Monday, April 13, 2015

Musings on Europe


Musings on Europe -- prodded by ogling the amber Holbein-ish shots in Wolf Hall & reading a travel article on Maastricht, a sort of microcosm of European density and pleasure and strangeness and unforced self-understanding. Wincing from the lingering sting of Henry James' felt sense of 'absence' - cultural thinness - as an American - facing the blunt impossibility of 'consuming' Europe and making it utterly complexly a part of you (history, language, immense sensitivity to cultural nuance, not to mention money: you'd need all of that) - a 'consumption' which an accident of birth (say, being born in Maastricht) would to some large degree have made inevitable -

and then the sense, come to (after all) later in life, that this may not primarily be a time for amassing new data (other than the 'data' with which every openly-felt moment floods you) but of sensitizing yourself to the traceries you can now make out of a lifetime's effects - and following those - to, as it were, DO something with them: 'make art,' maybe, or simply reflect in a way that prods you to some kind of fuller more intensely particular sense of being here.

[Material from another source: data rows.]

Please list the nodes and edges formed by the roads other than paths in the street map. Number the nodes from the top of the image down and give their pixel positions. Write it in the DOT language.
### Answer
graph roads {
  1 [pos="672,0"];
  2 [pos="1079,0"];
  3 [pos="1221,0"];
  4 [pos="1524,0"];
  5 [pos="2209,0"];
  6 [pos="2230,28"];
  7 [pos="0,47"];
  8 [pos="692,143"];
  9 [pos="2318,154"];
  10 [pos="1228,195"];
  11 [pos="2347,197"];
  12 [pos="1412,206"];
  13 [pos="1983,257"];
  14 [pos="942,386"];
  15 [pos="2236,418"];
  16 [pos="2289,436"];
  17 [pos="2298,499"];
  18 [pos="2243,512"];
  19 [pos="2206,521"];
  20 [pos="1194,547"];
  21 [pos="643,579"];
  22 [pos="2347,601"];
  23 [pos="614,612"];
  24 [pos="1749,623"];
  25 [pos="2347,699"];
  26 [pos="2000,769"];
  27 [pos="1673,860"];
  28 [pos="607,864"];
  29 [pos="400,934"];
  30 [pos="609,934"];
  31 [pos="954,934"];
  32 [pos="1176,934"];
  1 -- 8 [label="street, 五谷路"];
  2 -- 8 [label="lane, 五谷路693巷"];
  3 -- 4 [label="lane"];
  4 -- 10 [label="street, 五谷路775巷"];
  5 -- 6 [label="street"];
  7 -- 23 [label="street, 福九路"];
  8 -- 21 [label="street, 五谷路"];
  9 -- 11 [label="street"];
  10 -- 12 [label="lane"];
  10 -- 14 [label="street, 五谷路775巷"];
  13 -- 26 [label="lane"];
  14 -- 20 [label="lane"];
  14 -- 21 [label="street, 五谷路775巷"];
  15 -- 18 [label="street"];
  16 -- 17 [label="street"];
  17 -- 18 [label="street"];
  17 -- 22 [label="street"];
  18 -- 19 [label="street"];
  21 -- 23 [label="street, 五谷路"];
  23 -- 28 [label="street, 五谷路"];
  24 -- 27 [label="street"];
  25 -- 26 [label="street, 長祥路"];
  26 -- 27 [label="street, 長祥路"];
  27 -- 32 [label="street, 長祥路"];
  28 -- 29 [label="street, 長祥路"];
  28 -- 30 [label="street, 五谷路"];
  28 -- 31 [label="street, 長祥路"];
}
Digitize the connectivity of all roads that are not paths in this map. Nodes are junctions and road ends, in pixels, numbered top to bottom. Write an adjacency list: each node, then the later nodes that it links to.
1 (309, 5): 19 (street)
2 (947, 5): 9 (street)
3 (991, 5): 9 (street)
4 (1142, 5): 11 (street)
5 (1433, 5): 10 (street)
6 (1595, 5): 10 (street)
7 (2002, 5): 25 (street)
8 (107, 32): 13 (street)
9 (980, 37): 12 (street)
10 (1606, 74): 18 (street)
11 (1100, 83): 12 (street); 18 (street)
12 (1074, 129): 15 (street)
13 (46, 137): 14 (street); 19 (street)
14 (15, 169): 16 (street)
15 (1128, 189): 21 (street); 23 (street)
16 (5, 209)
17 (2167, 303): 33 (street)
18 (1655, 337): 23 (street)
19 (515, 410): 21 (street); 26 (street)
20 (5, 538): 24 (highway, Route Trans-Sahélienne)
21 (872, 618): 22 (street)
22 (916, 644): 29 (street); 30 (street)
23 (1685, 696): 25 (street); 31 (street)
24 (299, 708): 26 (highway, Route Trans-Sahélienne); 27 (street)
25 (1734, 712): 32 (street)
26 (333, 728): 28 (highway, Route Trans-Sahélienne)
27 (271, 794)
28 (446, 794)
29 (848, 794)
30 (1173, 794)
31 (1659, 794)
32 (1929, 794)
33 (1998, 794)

Odd, this paradox of 'self-actualization', if that's what it is: attention paid simultaneously to the specifics of what's in front of your nose, and of your own temperament, of which you now probably have some greater grasp than you used to -- and (somehow) a wholesale embrace of how little you know about any of it.

But Europe, for me, is always the hidden prize of this: as much as New York gives gives gives all that's in it, every breath it and I take, fully & openly & bewilderingly, Europe holds it in. You cannot barge into it. You have to work hard to see & know it. And after a while, you run out of time. If you're American, it really can't be done. Ask Henry James, who tried more than anybody.

pic: me sitting on the left bank of the Seine, late August 2012. Unless it was the right bank. Well, left or right, it was right.